After updating your code, run your test suite against the areas most likely to be affected:
  • Requests that use a custom dispatcher option
  • setGlobalDispatcher() and getGlobalDispatcher() behavior
  • Custom interceptors and retry handlers
  • Uploads that use Blob, File, or FormData
  • Integrations that depend on HTTP/1.1-only behavior
npm test

What’s new in v8

Beyond the breaking changes, v8 introduces several new capabilities:
  • HTTP/2 by default — connections to TLS servers that advertise h2 via ALPN now automatically use HTTP/2 multiplexing without any configuration.

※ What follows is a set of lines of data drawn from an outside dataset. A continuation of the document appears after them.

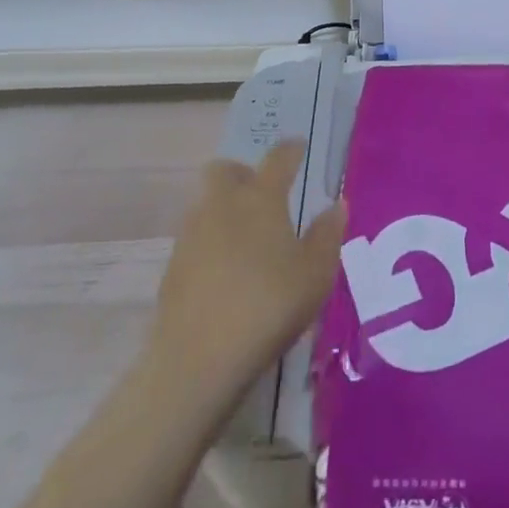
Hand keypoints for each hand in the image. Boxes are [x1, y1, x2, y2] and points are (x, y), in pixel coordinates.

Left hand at [143, 143, 346, 412]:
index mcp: (261, 197)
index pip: (278, 157)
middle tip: (263, 195)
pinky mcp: (172, 268)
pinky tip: (225, 275)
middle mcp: (222, 205)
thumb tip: (336, 204)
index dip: (290, 149)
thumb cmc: (269, 306)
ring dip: (224, 210)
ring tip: (247, 241)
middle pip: (225, 170)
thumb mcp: (315, 273)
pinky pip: (194, 240)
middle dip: (243, 173)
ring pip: (206, 204)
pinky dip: (210, 245)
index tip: (298, 147)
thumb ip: (327, 234)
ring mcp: (191, 235)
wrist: (197, 360)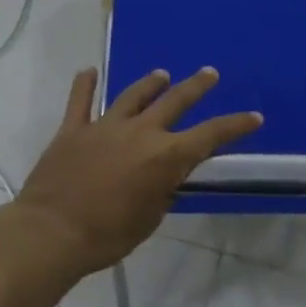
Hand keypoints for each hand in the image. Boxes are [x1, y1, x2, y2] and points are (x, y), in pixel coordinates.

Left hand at [16, 67, 261, 273]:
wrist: (52, 233)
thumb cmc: (108, 235)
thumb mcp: (150, 218)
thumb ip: (162, 190)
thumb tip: (165, 177)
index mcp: (166, 156)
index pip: (211, 135)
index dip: (235, 125)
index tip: (254, 117)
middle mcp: (140, 132)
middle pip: (175, 101)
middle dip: (196, 86)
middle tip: (209, 74)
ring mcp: (105, 126)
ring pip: (133, 95)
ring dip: (150, 83)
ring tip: (161, 74)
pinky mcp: (73, 129)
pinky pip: (80, 101)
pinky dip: (85, 85)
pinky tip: (88, 71)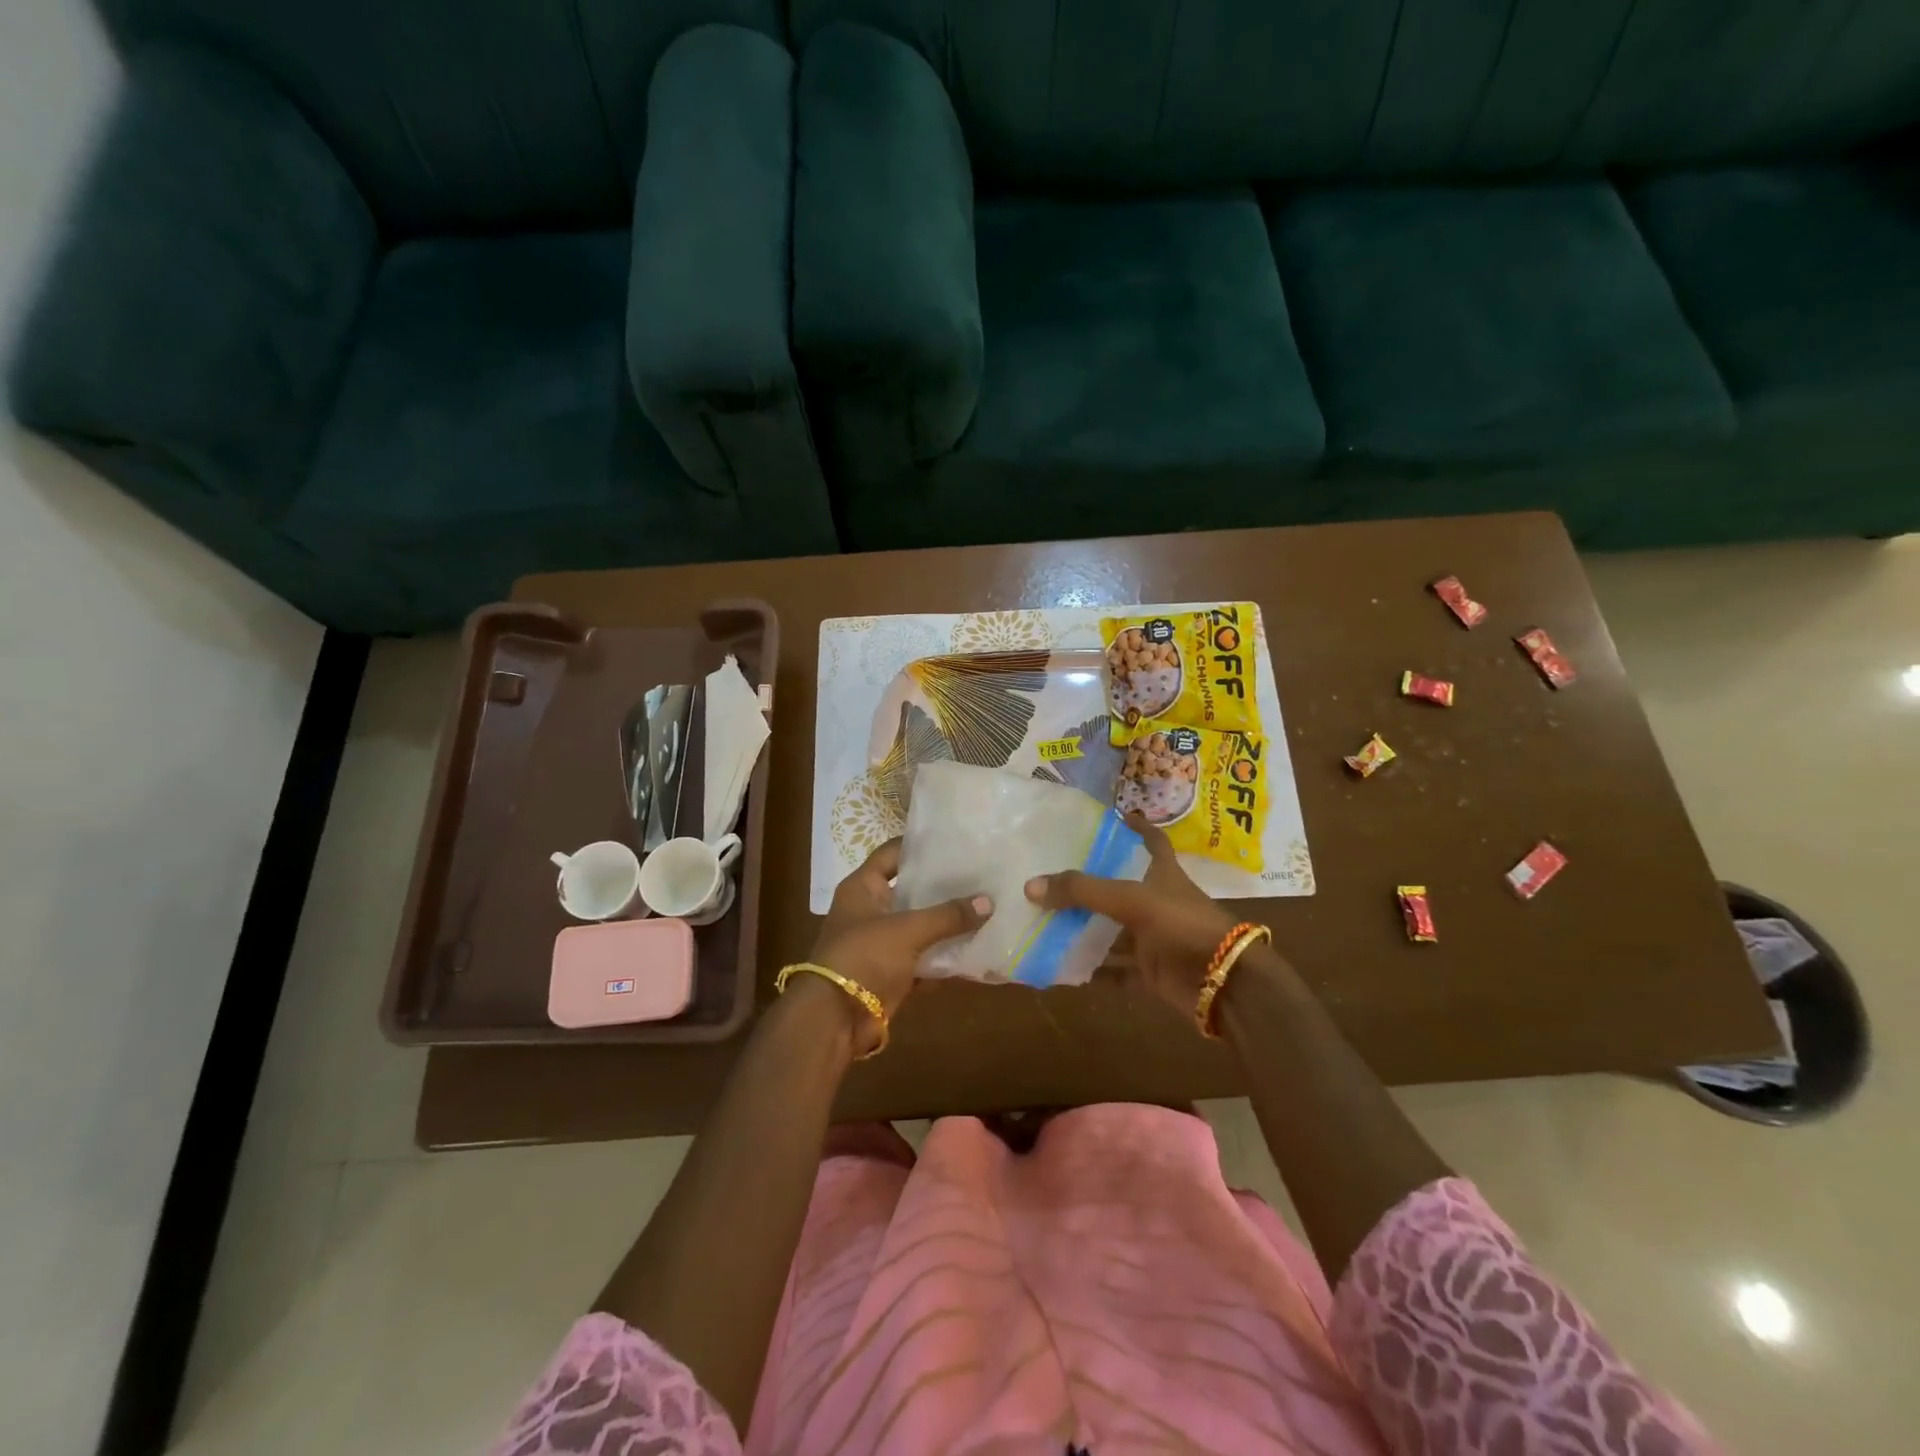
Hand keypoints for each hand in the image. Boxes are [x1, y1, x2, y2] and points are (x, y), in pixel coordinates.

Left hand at [807, 839, 990, 1033]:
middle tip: (982, 874)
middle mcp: (872, 910)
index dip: (922, 845)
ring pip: (922, 927)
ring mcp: (882, 943)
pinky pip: (925, 959)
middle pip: (912, 890)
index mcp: (863, 887)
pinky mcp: (893, 973)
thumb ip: (948, 916)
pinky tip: (979, 950)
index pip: (893, 853)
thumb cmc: (864, 957)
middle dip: (945, 887)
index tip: (957, 841)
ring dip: (949, 924)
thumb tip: (989, 902)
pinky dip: (946, 958)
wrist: (835, 1020)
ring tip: (988, 908)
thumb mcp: (907, 930)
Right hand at [1024, 812, 1247, 1016]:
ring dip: (1085, 928)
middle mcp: (1159, 902)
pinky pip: (1116, 970)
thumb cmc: (1183, 926)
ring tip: (1044, 919)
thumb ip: (1082, 891)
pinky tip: (1061, 966)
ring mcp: (1156, 938)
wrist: (1224, 984)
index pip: (1152, 841)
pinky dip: (1093, 970)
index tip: (1112, 818)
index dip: (1136, 827)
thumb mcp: (1132, 899)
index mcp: (1163, 874)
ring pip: (1113, 930)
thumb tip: (1030, 886)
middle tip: (1051, 873)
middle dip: (1090, 883)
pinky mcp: (1151, 971)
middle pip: (1121, 887)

  • Dispatcher1Wrapper — a new export that wraps a v2-style dispatcher so it can be used by legacy v1 handler consumers, enabling gradual ecosystem migration.
  • H2CClient — a new dispatcher for HTTP/2 cleartext (h2c) connections, exported directly from the undici package.
  • RoundRobinPool — a new pool variant that distributes requests in a round-robin fashion across a set of clients.
  • SnapshotAgent — a new mock utility for recording and replaying HTTP interactions in tests.
  • deduplicate interceptor — a new built-in interceptor that deduplicates concurrent identical requests, sending only one upstream request and sharing the response.
  • decompress interceptor — a new built-in interceptor that handles response decompression.